(Collected data entries)
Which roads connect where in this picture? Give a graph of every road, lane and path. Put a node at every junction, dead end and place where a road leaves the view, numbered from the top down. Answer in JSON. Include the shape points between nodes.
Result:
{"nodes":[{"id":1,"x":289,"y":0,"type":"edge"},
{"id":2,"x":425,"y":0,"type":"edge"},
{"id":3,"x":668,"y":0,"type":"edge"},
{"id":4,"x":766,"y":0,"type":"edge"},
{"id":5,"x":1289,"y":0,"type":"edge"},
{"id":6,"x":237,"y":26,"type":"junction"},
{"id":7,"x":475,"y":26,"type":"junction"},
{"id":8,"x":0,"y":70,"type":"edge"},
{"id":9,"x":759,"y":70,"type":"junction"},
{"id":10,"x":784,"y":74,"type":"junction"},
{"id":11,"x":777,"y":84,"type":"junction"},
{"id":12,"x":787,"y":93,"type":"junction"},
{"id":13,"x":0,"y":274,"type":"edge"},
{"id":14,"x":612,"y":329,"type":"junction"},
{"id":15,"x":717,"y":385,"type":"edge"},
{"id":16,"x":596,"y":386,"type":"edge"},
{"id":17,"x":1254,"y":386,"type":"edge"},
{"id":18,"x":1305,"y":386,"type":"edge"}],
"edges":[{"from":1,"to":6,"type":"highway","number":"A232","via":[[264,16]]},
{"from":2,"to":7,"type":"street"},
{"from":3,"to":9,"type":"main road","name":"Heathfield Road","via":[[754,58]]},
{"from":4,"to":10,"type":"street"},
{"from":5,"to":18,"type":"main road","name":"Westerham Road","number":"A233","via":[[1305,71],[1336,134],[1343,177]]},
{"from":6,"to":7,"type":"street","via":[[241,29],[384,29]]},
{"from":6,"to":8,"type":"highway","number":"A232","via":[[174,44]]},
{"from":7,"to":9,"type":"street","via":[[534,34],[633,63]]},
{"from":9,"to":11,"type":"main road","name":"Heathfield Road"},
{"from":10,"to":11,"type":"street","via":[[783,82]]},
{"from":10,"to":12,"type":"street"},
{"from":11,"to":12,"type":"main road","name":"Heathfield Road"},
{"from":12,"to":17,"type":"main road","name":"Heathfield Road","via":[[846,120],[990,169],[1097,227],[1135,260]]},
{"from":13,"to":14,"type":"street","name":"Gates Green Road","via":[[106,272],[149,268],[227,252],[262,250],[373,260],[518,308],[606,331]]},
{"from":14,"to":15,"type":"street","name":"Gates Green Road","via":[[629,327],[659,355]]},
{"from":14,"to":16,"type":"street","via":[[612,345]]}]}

> **Exercise**: All of the entries above need to be reproduced verbatim.

> **Task result**:
Which roads connect where in this picture? Give a graph of every road, lane and path. Put a node at every junction, dead end and place where a road leaves the view, numbered from the top down. Answer in JSON. Include the shape points between nodes.
Result:
{"nodes":[{"id":1,"x":289,"y":0,"type":"edge"},
{"id":2,"x":425,"y":0,"type":"edge"},
{"id":3,"x":668,"y":0,"type":"edge"},
{"id":4,"x":766,"y":0,"type":"edge"},
{"id":5,"x":1289,"y":0,"type":"edge"},
{"id":6,"x":237,"y":26,"type":"junction"},
{"id":7,"x":475,"y":26,"type":"junction"},
{"id":8,"x":0,"y":70,"type":"edge"},
{"id":9,"x":759,"y":70,"type":"junction"},
{"id":10,"x":784,"y":74,"type":"junction"},
{"id":11,"x":777,"y":84,"type":"junction"},
{"id":12,"x":787,"y":93,"type":"junction"},
{"id":13,"x":0,"y":274,"type":"edge"},
{"id":14,"x":612,"y":329,"type":"junction"},
{"id":15,"x":717,"y":385,"type":"edge"},
{"id":16,"x":596,"y":386,"type":"edge"},
{"id":17,"x":1254,"y":386,"type":"edge"},
{"id":18,"x":1305,"y":386,"type":"edge"}],
"edges":[{"from":1,"to":6,"type":"highway","number":"A232","via":[[264,16]]},
{"from":2,"to":7,"type":"street"},
{"from":3,"to":9,"type":"main road","name":"Heathfield Road","via":[[754,58]]},
{"from":4,"to":10,"type":"street"},
{"from":5,"to":18,"type":"main road","name":"Westerham Road","number":"A233","via":[[1305,71],[1336,134],[1343,177]]},
{"from":6,"to":7,"type":"street","via":[[241,29],[384,29]]},
{"from":6,"to":8,"type":"highway","number":"A232","via":[[174,44]]},
{"from":7,"to":9,"type":"street","via":[[534,34],[633,63]]},
{"from":9,"to":11,"type":"main road","name":"Heathfield Road"},
{"from":10,"to":11,"type":"street","via":[[783,82]]},
{"from":10,"to":12,"type":"street"},
{"from":11,"to":12,"type":"main road","name":"Heathfield Road"},
{"from":12,"to":17,"type":"main road","name":"Heathfield Road","via":[[846,120],[990,169],[1097,227],[1135,260]]},
{"from":13,"to":14,"type":"street","name":"Gates Green Road","via":[[106,272],[149,268],[227,252],[262,250],[373,260],[518,308],[606,331]]},
{"from":14,"to":15,"type":"street","name":"Gates Green Road","via":[[629,327],[659,355]]},
{"from":14,"to":16,"type":"street","via":[[612,345]]}]}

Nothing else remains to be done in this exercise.